Когда он закончил, та его тщательная, байроническая грандиозность, кою он был склонен в себе культивировать, совершенно исчезла. И он себя почувствовал, все еще сидя, обычной ссохшейся мухой.
— Я долго спал? — спросил Кловис.
— Долго. Не знаю.
— Как я себя вел? Говорил ли что-то.
— Вы просто лежали и подергивались, как собака.
Вскоре после ужина снова пришла медсестра. Она раздернула штору Болэна, сама внутри, и выделила ему достаточно своей нервирующей улыбко-игры для того, чтоб он замыслил что-то попробовать.
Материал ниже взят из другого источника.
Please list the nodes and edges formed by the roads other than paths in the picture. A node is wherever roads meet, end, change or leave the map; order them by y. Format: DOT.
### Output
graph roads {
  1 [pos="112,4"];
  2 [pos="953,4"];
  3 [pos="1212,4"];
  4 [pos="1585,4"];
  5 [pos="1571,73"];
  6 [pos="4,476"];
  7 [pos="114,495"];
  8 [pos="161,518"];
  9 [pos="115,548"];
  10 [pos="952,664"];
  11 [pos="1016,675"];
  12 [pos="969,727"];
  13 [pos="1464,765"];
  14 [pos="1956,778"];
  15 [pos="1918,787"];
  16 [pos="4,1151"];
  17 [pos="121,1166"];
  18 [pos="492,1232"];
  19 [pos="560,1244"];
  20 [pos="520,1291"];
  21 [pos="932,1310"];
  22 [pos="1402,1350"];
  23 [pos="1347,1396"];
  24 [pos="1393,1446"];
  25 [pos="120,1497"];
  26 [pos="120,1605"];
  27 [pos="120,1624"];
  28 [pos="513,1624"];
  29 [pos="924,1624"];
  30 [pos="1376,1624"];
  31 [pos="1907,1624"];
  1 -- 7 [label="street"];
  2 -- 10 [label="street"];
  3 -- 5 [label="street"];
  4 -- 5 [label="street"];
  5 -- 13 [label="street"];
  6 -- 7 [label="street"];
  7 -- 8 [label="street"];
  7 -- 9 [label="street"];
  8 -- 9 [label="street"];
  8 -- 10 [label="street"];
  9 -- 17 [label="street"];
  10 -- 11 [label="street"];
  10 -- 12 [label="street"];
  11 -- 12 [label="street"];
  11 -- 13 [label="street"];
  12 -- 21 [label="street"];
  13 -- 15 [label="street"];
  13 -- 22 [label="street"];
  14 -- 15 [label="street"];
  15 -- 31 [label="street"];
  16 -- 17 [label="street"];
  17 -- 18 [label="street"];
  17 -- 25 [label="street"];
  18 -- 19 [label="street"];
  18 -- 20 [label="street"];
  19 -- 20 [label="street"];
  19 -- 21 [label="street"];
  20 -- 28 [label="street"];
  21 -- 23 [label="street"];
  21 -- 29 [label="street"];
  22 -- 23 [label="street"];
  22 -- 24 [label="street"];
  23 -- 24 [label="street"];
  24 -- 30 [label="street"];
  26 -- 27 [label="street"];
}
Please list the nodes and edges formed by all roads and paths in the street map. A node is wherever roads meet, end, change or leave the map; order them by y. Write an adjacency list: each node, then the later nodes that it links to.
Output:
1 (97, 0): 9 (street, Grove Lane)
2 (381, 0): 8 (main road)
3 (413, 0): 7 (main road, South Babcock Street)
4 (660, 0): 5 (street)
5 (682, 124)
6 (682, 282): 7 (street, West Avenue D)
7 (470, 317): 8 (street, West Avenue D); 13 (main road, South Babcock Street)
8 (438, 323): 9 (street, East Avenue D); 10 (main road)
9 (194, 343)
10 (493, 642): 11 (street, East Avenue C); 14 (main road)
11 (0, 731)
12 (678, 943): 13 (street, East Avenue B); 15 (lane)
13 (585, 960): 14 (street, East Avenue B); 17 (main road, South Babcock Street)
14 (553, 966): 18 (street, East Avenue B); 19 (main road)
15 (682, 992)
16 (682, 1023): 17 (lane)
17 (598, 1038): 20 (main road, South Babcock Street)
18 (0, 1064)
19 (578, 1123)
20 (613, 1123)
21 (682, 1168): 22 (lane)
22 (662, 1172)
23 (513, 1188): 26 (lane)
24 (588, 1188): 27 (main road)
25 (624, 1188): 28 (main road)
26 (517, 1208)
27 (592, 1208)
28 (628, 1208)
Отбросив назад его сорочку, она прошептала ему на ухо:
— Изгваздаете белье, мистер, — и наши отношения насмарку! — Болэн, в восторге, вовсе не слыша слов — уж во всяком случае лишь легкий голосок — и обоняя ее сказочный жасмин из центовки, попытался извернуться и поцеловать ее.
Но она умело заправила сопло ему в анус, поистине спустив из него воздух, и ввела столб жидкости тринадцати футов в длину, хоть и, естественно, не по прямой.
Мгновенье спустя, перехватив взгляд Кловиса, он рванул прочь, и стопы его визжали по твердому полу, как причальные крысы. На сей раз его облегченье себя было прогрессирующим обрушеньем его внутренностей вслед за их опустошавшимся содержимым.
Из палаты до него донесся хохот Кловиса:
— Мэй Уэст!{207} Человек за бортом! Вы о чем там думаете?
— О бомбах.
— Бомбы! — встревоженно произнес Кловис. — Какие бомбы?
Затем, после третьей клизмы, ему уже не пришлось испражняться. Он никак этого понять не мог. Ничего не произошло. Двадцать минут поразглядывав Болэна, Кловис сказал:
— Вы уже сходили?
— Нет.
— Что вас удерживает?
— Мне больше не надо ходить, — раздраженно сказал Болэн.
— Вы не сходили после очистительной клизмы?
— Мне не надо. Это ничего?
— Господи, вот опять что-то новенькое. Не сбегать после очистительной. После того, как ему ее поставили. Ну и ну.
Пять минут молчанья.
— Хотите вихревую ванну? — спросил Кловис. Болэн сосредоточился на нем.